Now, 17 years and two productions of Death of a Salesman later (both in Australia), Warren Mitchell returns to the role in a five-part BBC schools television adaptation of the play, directed by Miller’s most trusted director, David Thacker. Unusually, and suggesting what a coup this is for an ambitious BBC Schools department, the film is also to be transmitted for prime-time viewing. This reflects also how rarely Miller has allowed one of his most famous plays to be adapted for television.
First performed in 1949, Death of a Salesman has become one of the definitive modern classic dramas, exploring the bitter end of an ageing man forced to face his own self-deceptions and to accept the absence of hope. As his life collapses around him, Willy Loman, with his mind in turmoil, tries to make sense of his story. “A man can’t go out the way he came in. A man has gotta add up to something,” he says.
But what makes Warren Mitchell’s Willy Loman so powerful? And what compelled him to return to it after having played the part three times before and hot on the heels of a punishing tour of the West Yorkshire Playhouse’s King Lear and playing Shylock for a Radio 4 production of The Merchant of Venice? Clearly, the part means something more to him than work, with its themes having echoes in his own life. In his own past, he recalls trying to work as a commercial traveller: “I succeeded in breaking expensive bags full of china and glass. I understand what it’s like to take bags around and sell nothing.”
He also understands what it means to be a parent who, like the overbearing salesman, “pushes children into directions they don’t want to go”. His relationship with his own three children, now grown-up and two of them actors, has had its moments of tension.
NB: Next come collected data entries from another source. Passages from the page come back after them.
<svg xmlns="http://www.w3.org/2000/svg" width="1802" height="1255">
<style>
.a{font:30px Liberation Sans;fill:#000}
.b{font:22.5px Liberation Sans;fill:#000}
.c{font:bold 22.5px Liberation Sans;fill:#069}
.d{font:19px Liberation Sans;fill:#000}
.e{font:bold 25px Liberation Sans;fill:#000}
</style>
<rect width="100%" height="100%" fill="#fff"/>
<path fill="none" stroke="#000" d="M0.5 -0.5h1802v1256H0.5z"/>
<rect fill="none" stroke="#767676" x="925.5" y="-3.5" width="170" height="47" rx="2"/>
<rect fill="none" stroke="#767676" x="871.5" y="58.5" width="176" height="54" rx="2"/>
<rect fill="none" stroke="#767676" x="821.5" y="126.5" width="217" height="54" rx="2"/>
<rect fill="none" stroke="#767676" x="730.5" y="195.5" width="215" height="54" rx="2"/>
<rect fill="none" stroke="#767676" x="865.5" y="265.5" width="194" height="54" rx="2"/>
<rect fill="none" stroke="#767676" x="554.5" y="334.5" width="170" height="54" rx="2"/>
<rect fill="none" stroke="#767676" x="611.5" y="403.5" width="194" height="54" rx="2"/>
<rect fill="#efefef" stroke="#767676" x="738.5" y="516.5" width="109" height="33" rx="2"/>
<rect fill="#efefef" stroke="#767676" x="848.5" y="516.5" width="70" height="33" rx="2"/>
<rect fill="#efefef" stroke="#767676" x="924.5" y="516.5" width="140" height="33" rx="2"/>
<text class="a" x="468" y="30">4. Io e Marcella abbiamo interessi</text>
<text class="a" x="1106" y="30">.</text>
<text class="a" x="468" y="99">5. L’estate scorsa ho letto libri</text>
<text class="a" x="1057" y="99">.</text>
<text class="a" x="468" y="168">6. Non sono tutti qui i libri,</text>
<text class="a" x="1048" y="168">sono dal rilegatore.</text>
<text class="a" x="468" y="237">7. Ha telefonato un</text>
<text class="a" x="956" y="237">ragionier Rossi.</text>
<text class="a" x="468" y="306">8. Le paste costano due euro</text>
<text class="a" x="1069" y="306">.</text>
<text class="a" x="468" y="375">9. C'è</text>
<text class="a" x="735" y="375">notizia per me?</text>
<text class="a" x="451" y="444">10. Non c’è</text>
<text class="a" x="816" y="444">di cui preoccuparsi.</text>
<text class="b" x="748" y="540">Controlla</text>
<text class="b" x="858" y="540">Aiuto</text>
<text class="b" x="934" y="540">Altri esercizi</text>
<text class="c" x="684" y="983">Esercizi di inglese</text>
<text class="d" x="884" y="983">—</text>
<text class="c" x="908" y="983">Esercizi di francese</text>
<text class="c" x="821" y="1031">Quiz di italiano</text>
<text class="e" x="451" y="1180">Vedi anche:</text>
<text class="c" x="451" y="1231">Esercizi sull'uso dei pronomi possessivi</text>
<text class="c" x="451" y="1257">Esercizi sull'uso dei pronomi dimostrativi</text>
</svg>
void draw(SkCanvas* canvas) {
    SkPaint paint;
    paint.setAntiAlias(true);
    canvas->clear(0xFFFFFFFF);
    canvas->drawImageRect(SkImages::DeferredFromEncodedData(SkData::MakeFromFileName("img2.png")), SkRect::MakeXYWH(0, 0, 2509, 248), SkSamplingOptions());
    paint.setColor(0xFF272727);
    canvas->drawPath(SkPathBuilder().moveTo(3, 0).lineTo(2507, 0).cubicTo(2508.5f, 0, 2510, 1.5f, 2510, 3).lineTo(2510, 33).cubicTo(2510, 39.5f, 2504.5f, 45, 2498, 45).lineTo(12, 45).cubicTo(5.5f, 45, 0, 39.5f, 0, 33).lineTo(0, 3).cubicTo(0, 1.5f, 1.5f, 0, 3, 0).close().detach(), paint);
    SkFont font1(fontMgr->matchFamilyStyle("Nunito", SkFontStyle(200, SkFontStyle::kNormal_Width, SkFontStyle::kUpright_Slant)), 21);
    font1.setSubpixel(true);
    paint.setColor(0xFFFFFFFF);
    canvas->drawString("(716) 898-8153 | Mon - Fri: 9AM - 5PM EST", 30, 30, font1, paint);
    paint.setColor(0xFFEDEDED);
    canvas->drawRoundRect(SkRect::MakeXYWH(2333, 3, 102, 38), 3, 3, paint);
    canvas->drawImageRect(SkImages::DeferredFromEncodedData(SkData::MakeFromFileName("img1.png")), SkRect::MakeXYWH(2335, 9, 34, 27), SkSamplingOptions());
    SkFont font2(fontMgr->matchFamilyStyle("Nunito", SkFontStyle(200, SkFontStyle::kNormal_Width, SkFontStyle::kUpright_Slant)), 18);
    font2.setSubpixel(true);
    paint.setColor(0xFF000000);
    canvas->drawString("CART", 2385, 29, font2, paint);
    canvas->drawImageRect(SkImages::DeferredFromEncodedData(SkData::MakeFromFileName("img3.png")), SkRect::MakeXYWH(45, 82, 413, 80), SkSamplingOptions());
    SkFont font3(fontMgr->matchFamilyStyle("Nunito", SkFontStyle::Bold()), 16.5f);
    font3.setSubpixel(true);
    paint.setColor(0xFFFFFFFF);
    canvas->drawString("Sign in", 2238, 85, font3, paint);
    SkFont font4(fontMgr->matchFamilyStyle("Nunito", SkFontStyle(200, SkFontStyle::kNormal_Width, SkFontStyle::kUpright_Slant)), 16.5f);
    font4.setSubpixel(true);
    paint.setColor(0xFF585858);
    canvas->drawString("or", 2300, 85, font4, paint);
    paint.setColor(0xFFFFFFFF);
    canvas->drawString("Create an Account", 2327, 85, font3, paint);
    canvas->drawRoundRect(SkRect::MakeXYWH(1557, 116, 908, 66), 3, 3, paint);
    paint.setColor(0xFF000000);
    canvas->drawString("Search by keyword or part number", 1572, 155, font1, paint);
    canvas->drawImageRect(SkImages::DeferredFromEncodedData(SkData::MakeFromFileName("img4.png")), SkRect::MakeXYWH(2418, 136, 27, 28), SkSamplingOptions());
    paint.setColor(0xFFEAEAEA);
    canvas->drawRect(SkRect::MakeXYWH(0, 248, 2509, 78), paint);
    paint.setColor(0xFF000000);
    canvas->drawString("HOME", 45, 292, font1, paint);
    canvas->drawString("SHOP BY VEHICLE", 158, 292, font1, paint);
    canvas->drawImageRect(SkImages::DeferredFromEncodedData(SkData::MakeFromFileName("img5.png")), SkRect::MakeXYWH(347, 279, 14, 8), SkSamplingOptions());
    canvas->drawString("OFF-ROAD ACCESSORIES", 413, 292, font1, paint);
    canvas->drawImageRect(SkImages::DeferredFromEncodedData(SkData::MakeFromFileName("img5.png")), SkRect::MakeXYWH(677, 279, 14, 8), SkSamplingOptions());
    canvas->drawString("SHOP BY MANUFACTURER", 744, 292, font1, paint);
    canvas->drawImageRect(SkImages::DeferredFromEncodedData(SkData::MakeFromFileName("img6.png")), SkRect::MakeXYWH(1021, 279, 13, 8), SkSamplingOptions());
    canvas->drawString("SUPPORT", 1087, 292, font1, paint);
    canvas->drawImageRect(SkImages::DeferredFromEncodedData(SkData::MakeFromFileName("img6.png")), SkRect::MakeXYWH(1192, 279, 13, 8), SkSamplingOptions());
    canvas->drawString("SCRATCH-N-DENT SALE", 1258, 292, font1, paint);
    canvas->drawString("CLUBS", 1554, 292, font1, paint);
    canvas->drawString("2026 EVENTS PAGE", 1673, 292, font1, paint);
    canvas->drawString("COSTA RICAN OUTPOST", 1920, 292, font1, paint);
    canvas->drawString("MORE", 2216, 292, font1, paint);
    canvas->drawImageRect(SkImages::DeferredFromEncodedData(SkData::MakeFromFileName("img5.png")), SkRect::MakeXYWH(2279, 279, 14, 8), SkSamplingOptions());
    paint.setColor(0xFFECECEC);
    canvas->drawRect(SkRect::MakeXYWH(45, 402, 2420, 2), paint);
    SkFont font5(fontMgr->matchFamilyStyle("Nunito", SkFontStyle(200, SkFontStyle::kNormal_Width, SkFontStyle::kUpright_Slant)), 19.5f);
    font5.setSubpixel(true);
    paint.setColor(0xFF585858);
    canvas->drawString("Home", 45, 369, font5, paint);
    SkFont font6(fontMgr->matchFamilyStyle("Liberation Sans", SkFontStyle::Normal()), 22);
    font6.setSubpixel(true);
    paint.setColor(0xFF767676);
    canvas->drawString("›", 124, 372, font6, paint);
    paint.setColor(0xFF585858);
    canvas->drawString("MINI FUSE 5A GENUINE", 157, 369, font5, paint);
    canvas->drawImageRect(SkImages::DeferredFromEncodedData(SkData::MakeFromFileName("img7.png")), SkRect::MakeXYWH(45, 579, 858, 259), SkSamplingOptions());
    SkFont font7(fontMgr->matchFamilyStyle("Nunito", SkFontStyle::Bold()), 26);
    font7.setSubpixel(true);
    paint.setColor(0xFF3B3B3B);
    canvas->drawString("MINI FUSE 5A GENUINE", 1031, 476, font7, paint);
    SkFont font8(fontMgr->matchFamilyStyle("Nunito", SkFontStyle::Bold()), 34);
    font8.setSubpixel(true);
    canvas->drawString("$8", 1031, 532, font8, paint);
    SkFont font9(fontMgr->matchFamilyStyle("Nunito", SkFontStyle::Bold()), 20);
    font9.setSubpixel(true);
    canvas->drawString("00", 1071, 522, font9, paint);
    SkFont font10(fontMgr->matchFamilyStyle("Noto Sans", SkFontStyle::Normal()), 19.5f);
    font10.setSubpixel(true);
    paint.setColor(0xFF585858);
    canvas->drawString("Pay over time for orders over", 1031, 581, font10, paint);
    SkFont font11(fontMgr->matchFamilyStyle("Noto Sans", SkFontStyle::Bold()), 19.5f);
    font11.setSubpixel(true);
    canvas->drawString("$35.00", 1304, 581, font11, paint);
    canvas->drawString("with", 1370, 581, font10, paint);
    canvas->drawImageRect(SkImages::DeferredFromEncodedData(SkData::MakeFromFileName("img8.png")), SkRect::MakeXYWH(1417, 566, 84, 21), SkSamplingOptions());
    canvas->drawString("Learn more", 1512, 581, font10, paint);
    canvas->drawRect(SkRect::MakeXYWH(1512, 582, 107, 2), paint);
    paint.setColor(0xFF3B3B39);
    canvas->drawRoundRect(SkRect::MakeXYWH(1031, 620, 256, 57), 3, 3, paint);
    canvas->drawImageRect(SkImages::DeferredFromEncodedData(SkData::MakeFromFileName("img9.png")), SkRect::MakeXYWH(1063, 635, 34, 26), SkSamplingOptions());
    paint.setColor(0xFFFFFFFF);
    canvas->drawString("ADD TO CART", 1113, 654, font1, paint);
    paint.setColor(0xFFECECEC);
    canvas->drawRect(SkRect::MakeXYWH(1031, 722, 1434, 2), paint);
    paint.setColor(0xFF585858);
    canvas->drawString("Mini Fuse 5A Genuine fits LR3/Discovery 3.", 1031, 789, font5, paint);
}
In terms of Death of a Salesman, Warren Mitchell believes, it’s the timeless frustrations and poignancy of those family relationships, whether set in Forties America or in the here and now, that gives the play its enduring quality.
The play’s sustained popularity and relevance is helped, too, by the fact that Willy Loman is an Everyman figure, sketched in a way that makes him adaptable to all cultures and societies. The play’s themes, of a man unable to make sense of his failing powers and of an individual trapped in an unforgiving society, has allowed the play to step beyond its immediate setting and appeal to an international audience.
“I try not to concern myself with the social context,” says Mitchell, from his kitchen overlooking a vast, wintry garden. And perhaps he’s right that it doesn’t matter. His producer for the BBC Schools production, Ann Brogan, sees his engagement with the character of Willy as a deeply personal and emotional one that transcends time or place.
“Warren lives and breathes the character. He understands Willy Loman with his heart. One day, at the end of rehearsing a scene, he crumpled up and collapsed in tears. Everyone standing around watching, the sound and lighting technicians, fell apart too. Everyone was crying.”
When I met him, Warren Mitchell had been out of work for one week and was already starting to climb the walls. He recalls a joke of Roy Kinnear’s that neatly sums up his own insecurities. “Actors never decide to give up acting. They just suddenly look up one day and realise that the phone hasn’t rung in 10 years. You know, when you get to 70, there aren’t that many great roles left.”
But during my visit, the phone didn’t stay quiet for 10 minutes. Although he says he’s got nothing in the pipeline, he’s been offered a national tour of King Lear in Australia. Even though he’s not jumping at it at the moment “it’s a bit daunting. The emotional demands are awful to contemplate, and so are the eight performances a week” there’s a spark in his eyes when he talks about it that could mean that Warren Mitchell will be returning Down Under to assume the role of another sad, mad man before too long.